4.2 LA NOUVELLE VILLE, L'AUTRE GENÈVE
- Vésenaz - La Pallanterie, siège de l'entreprise
Reuters
Une usine de la communication. Les nouveaux faubourgs de l'ancienne
ville. Un déclassement de la zone agricole chèrement
payé.
- Douane d'Anières
Une porte dans la zone agricole protégée.
- Veigy-Foncenex
La nouvelle ville dispersée. L'habitat pavillonnaire. Le
mobilier urbain vernaculaire. De nombreuses réserves de terrains
à bâtir. Quelques autres activités. 2'800
habitants. 40 nationalités.
- Douane de Gy
Encore une porte et le retour dans l'enceinte verte.

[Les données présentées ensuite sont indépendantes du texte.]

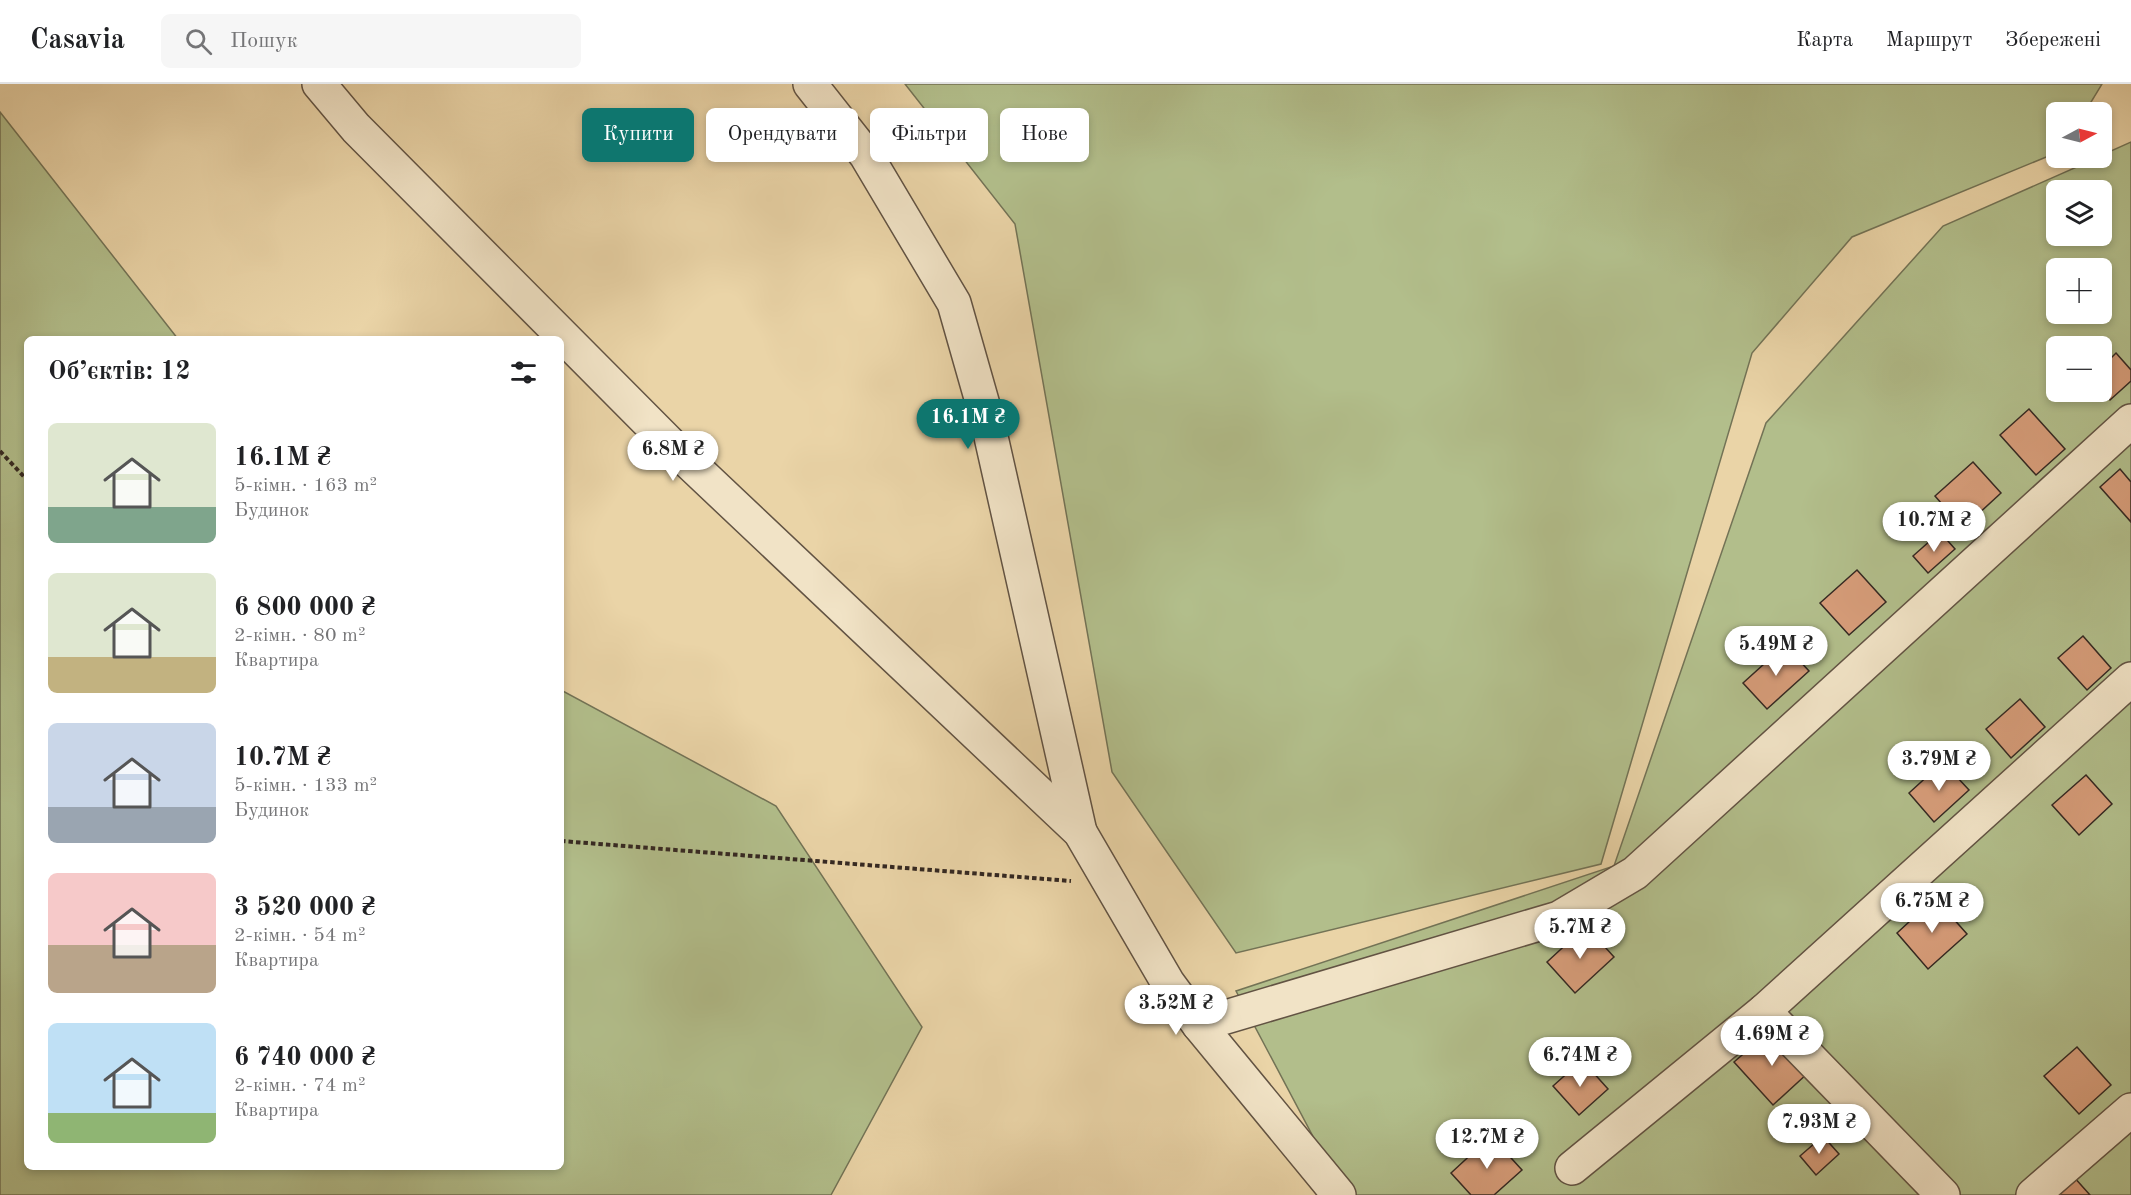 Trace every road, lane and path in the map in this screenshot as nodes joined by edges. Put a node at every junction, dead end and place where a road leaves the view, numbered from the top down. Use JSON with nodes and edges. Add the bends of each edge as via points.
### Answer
{"nodes":[{"id":1,"x":319,"y":84,"type":"edge"},
{"id":2,"x":810,"y":84,"type":"edge"},
{"id":3,"x":563,"y":336,"type":"edge"},
{"id":4,"x":564,"y":337,"type":"edge"},
{"id":5,"x":2131,"y":421,"type":"edge"},
{"id":6,"x":0,"y":451,"type":"edge"},
{"id":7,"x":24,"y":477,"type":"edge"},
{"id":8,"x":2131,"y":679,"type":"edge"},
{"id":9,"x":1080,"y":832,"type":"junction"},
{"id":10,"x":564,"y":841,"type":"edge"},
{"id":11,"x":1110,"y":884,"type":"junction"},
{"id":12,"x":1764,"y":1011,"type":"junction"},
{"id":13,"x":1199,"y":1025,"type":"junction"},
{"id":14,"x":2131,"y":1110,"type":"edge"},
{"id":15,"x":1572,"y":1168,"type":"dead end"},
{"id":16,"x":1339,"y":1195,"type":"edge"},
{"id":17,"x":1942,"y":1195,"type":"edge"},
{"id":18,"x":2033,"y":1195,"type":"edge"}],
"edges":[{"from":1,"to":3,"type":"street","via":[[356,128]]},
{"from":2,"to":9,"type":"street","via":[[866,155],[954,303],[987,419]]},
{"from":4,"to":9,"type":"street","via":[[678,452]]},
{"from":5,"to":13,"type":"street","via":[[1635,873],[1559,918]]},
{"from":6,"to":7,"type":"path"},
{"from":8,"to":12,"type":"street"},
{"from":9,"to":11,"type":"street"},
{"from":10,"to":11,"type":"path"},
{"from":11,"to":13,"type":"street","via":[[1168,983]]},
{"from":12,"to":15,"type":"street"},
{"from":12,"to":17,"type":"street"},
{"from":13,"to":16,"type":"street"},
{"from":14,"to":18,"type":"street"}]} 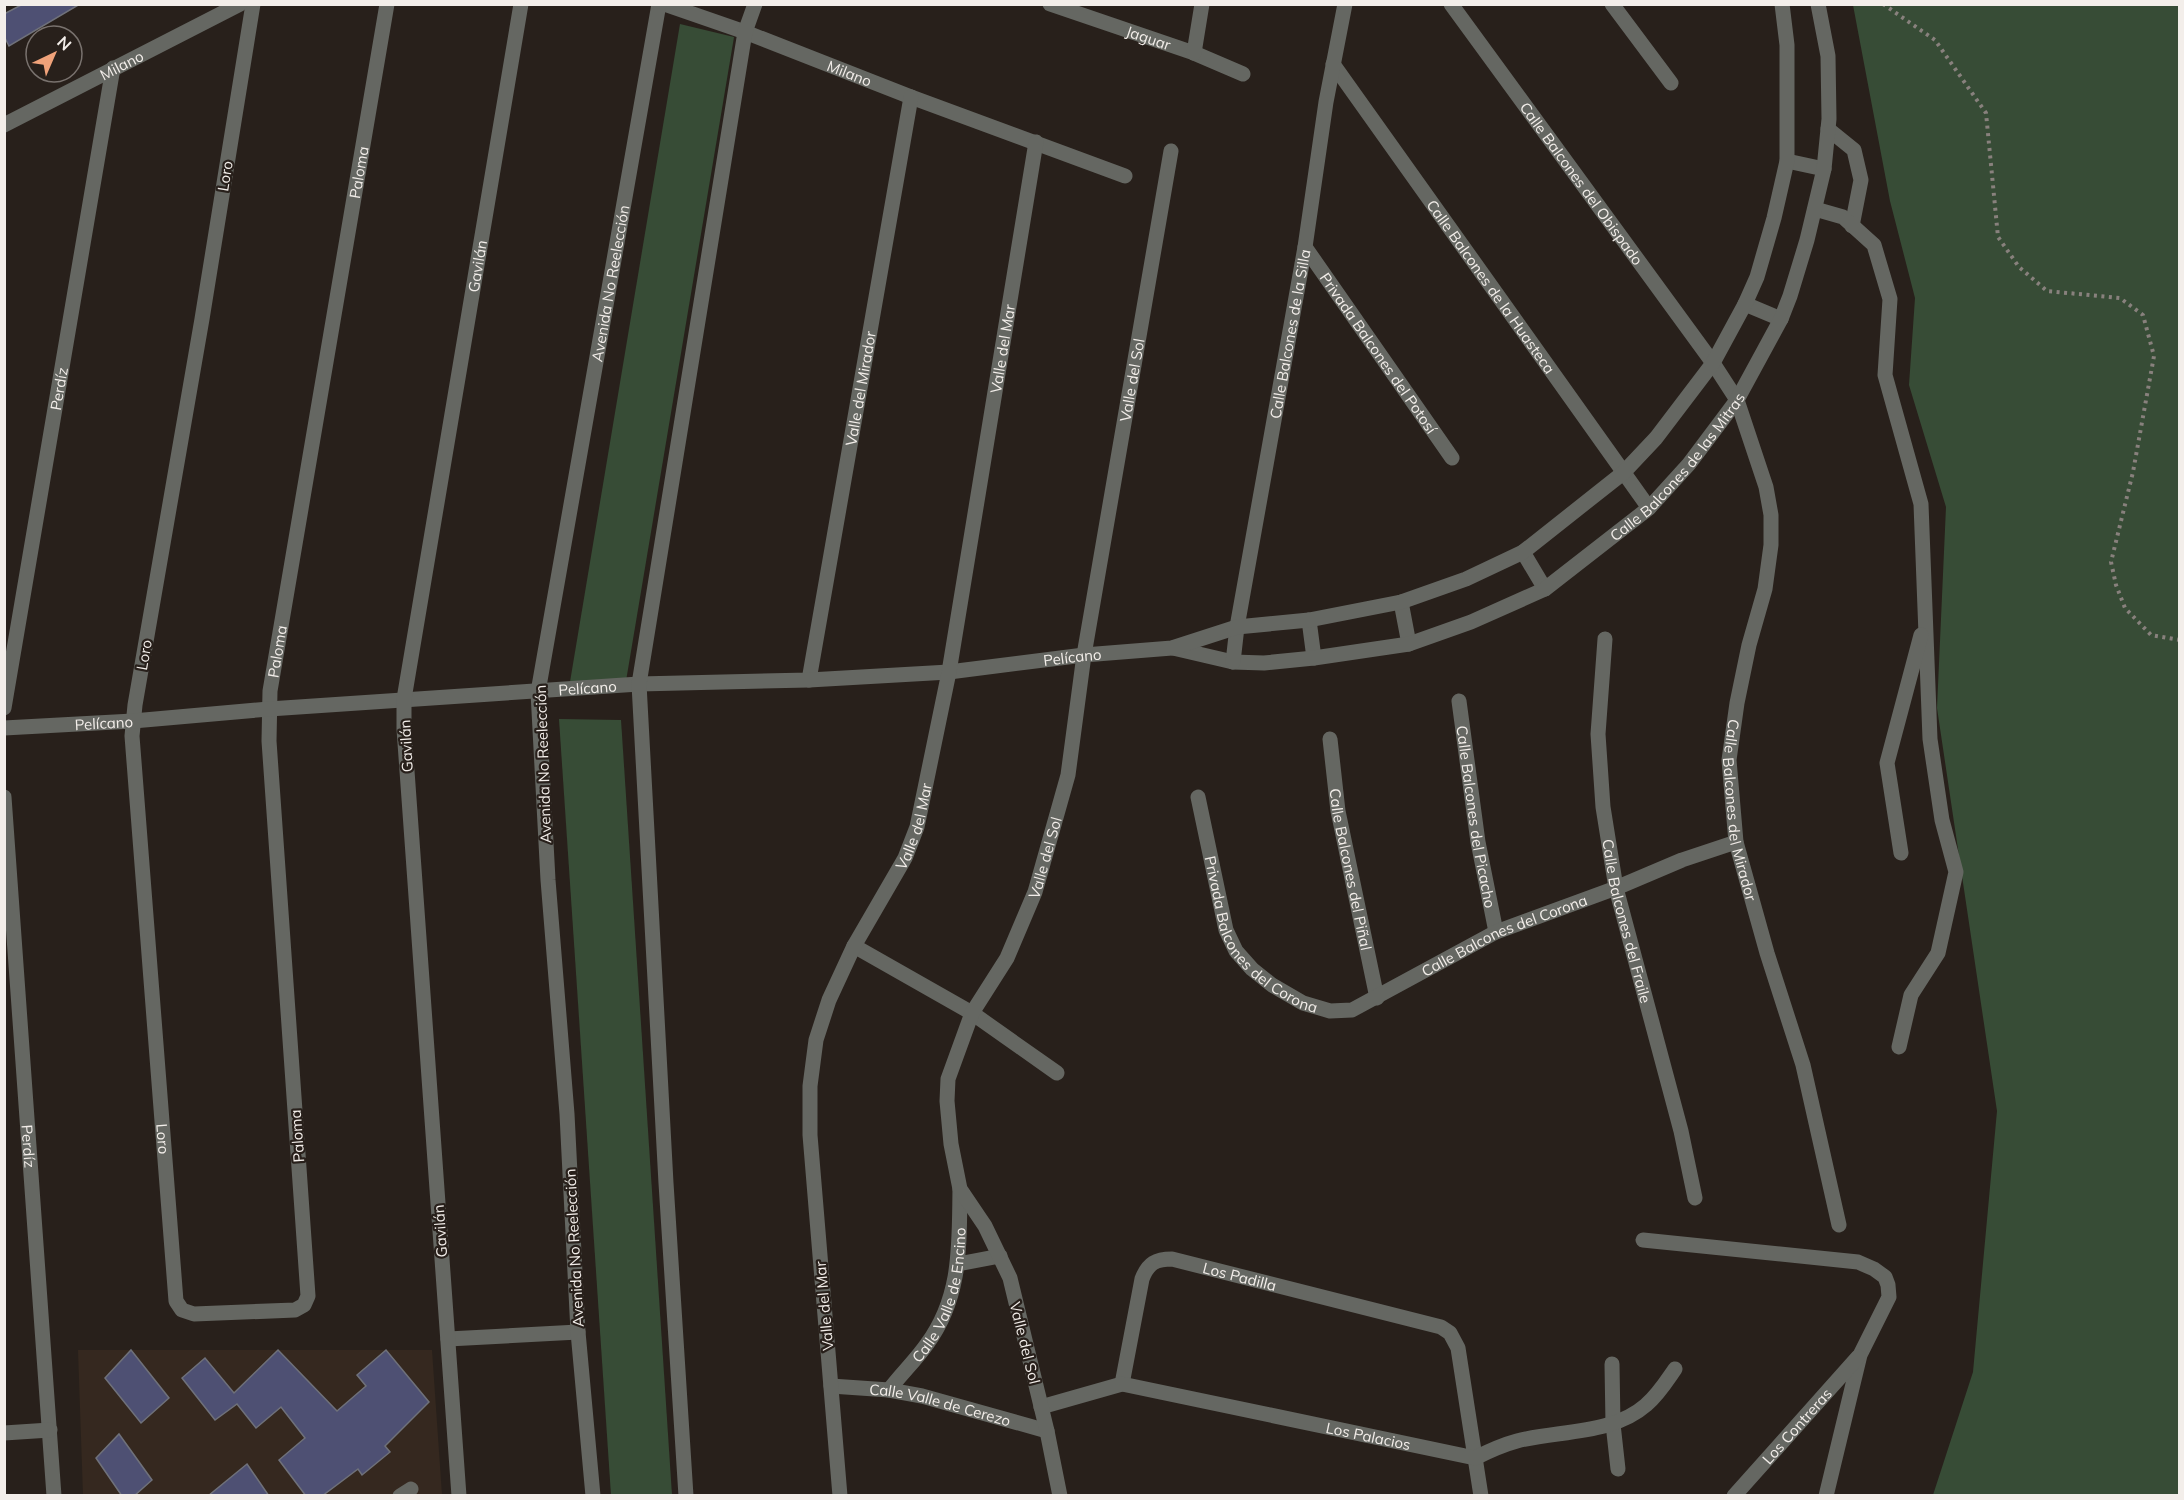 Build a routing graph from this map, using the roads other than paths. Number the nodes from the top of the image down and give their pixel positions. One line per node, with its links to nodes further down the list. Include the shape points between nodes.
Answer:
1 (240, 4): 19 (street, Milano)
2 (253, 4): 60 (street, Loro)
3 (387, 4): 59 (street, Paloma)
4 (521, 4): 56 (street, Gavilán)
5 (659, 4): 55 (street, Avenida No Reelección)
6 (664, 4): 16 (street, Milano)
7 (755, 4): 16 (street)
8 (1050, 4): 15 (street, Jaguar)
9 (1202, 4): 17 (street)
10 (1345, 4): 18 (street, Calle Balcones de la Silla)
11 (1450, 4): 35 (street, Calle Balcones del Obispado)
12 (1612, 4): 21 (street)
13 (1782, 4): 27 (street, Calle Balcones de las Mitras, via 1787,45)
14 (1818, 4): 24 (street, Calle Balcones de las Mitras, via 1828,56)
15 (1076, 9): 17 (street, Jaguar)
16 (745, 32): 22 (street, Milano); 54 (street)
17 (1194, 53): 20 (street, Jaguar)
18 (1333, 64): 32 (street, Calle Balcones de la Silla); 38 (street, Calle Balcones de la Huasteca)
19 (113, 68): 23 (street, Milano); 58 (street, Perdíz)
20 (1244, 74)
21 (1671, 83)
22 (911, 97): 25 (street, Milano); 53 (street, Valle del Mirador)
23 (4, 125)
24 (1828, 129): 28 (street, Calle Balcones de las Mitras); 31 (street, via 1854,150 1861,180)
25 (1036, 142): 29 (street, Milano); 52 (street, Valle del Mar)
26 (1171, 151): 49 (street, Valle del Sol)
27 (1787, 161): 28 (street); 33 (street, Calle Balcones de las Mitras, via 1757,277)
28 (1824, 169): 30 (street, Calle Balcones de las Mitras)
29 (1125, 176)
30 (1815, 209): 31 (street, via 1843,217); 34 (street, Calle Balcones de las Mitras)
31 (1852, 226): 43 (street, via 1874,245 1890,299 1885,375 1921,504)
32 (1305, 247): 37 (street, Privada Balcones del Potosí); 45 (street, Calle Balcones de la Silla)
33 (1745, 304): 34 (street); 35 (street, Calle Balcones de las Mitras)
34 (1781, 319): 36 (street, Calle Balcones de las Mitras)
35 (1713, 363): 36 (street, Calle Balcones del Mirador); 38 (street, Calle Balcones de las Mitras)
36 (1737, 400): 39 (street, Calle Balcones de las Mitras, via 1689,464); 65 (street, Calle Balcones del Mirador, via 1766,487 1771,545 1729,760)
37 (1452, 458)
38 (1623, 474): 39 (street, Calle Balcones de la Huasteca); 40 (street, Calle Balcones de las Mitras)
39 (1649, 508): 41 (street, Calle Balcones de las Mitras)
40 (1523, 552): 41 (street); 42 (street, Calle Balcones de las Mitras, via 1466,579)
41 (1545, 589): 47 (street, Calle Balcones de las Mitras, via 1471,622)
42 (1401, 602): 44 (street, Calle Balcones de las Mitras); 47 (street)
43 (1926, 617): 66 (street, via 1887,763); 72 (street, via 1930,739 1942,820 1956,872 1938,953 1911,995)
44 (1309, 620): 45 (street, Calle Balcones de las Mitras); 50 (street)
45 (1237, 627): 48 (street, Pelícano); 51 (street, Calle Balcones de la Silla)
46 (1605, 639): 67 (street, Calle Balcones del Fraile, via 1598,734)
47 (1408, 644): 50 (street, Calle Balcones de las Mitras)
48 (1172, 648): 49 (street, Pelícano); 51 (street, Pelícano)
49 (1084, 655): 52 (street, Pelícano); 71 (street, Valle del Sol, via 1068,775 1035,892 1007,958)
50 (1314, 658): 51 (street, Calle Balcones de las Mitras)
51 (1233, 662)
52 (949, 672): 53 (street, Pelícano); 69 (street, Valle del Mar, via 916,827 905,858)
53 (809, 680): 54 (street, Pelícano)
54 (639, 684): 55 (street, Pelícano); 99 (street)
55 (538, 692): 56 (street, Pelícano); 81 (street, Avenida No Reelección)
56 (404, 699): 59 (street, Pelícano); 82 (street, Gavilán)
57 (1459, 701): 68 (street, Calle Balcones del Picacho, via 1478,842)
58 (4, 708)
59 (268, 709): 60 (street, Pelícano); 80 (street, Paloma, via 308,1296 304,1305 295,1310 194,1314)
60 (133, 721): 61 (street, Pelícano); 80 (street, Loro, via 176,1301)
61 (4, 728)
62 (1330, 739): 70 (street, Calle Balcones del Piñal, via 1338,811)
63 (4, 797): 91 (street, Perdíz)
64 (1198, 797): 70 (street, Privada Balcones del Corona, via 1226,930 1236,951 1252,969 1303,1003 1330,1011 1352,1011)
65 (1736, 843): 67 (street, Calle Balcones del Corona, via 1682,860); 76 (street, Calle Balcones del Mirador, via 1803,1065)
66 (1901, 853)
67 (1616, 888): 68 (street, Calle Balcones del Corona); 75 (street, Calle Balcones del Fraile, via 1682,1131)
68 (1496, 932): 70 (street, Calle Balcones del Corona)
69 (854, 946): 71 (street); 87 (street, Valle del Mar, via 819,1030 810,1086 810,1135)
70 (1377, 998)
71 (972, 1013): 73 (street); 74 (street, Valle del Sol, via 948,1079 951,1144)
72 (1899, 1047)
73 (1057, 1073)
74 (960, 1189): 78 (street, Valle del Sol); 79 (street, Calle Valle de Encino)
75 (1695, 1198)
76 (1839, 1225)
77 (1643, 1240): 83 (street, via 1858,1262 1874,1269 1885,1277 1889,1297)
78 (1000, 1256): 79 (street); 89 (street, Valle del Sol, via 1010,1278)
79 (958, 1264): 88 (street, Calle Valle de Encino, via 943,1317)
80 (182, 1310)
81 (578, 1332): 82 (street); 98 (street, Avenida No Reelección)
82 (448, 1339): 97 (street, Gavilán)
83 (1860, 1355): 103 (street, Los Contreras); 104 (street)
84 (1612, 1364): 90 (street)
85 (1675, 1369): 90 (street, via 1646,1406)
86 (1122, 1384): 89 (street, Los Palacios); 94 (street, Los Palacios); 94 (street, Los Padilla, via 1142,1279 1152,1263 1172,1259 1432,1324 1450,1333 1458,1348)
87 (831, 1386): 88 (street, Calle Valle de Cerezo); 100 (street, Valle del Mar)
88 (889, 1390): 92 (street, Calle Valle de Cerezo, via 963,1406)
89 (1041, 1407): 92 (street, Valle del Sol)
90 (1613, 1424): 94 (street, via 1518,1440); 95 (street)
91 (50, 1430): 93 (street); 96 (street, Perdíz)
92 (1047, 1431): 101 (street, Valle del Sol)
93 (4, 1433)
94 (1475, 1458): 102 (street)
95 (1618, 1469)
96 (54, 1496)
97 (459, 1496)
98 (593, 1496)
99 (687, 1496)
100 (840, 1496)
101 (1060, 1496)
102 (1482, 1496)
103 (1734, 1496)
104 (1826, 1496)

- Autour de Jussy-Meinier-Presinge
Les nouveaux glacis de l'ancienne ville, la zone agricole
protégée. Projet des Communaux d'Ambilly.
- Douane de Mon-Idée
La ligne de démarcation. D'un côté la nouvelle
campagne, les nouveaux glacis de l'ancienne ville. De l'autre les
cadres bâtis de la nouvelle ville. A proximité le projet
d'un nouveau quartier de l'ancienne ville est combattu par les
habitants-propriétaires des quartiers résidentiels et les
autorités locales. Plan d'aménagement coordonné
4'000 logements + activités.
- Agglomération d'Annemasse (Annemasse, Ambilly,
Ville-la-Grand, Vetraz-Monthoux, Gaillard, Etrembières)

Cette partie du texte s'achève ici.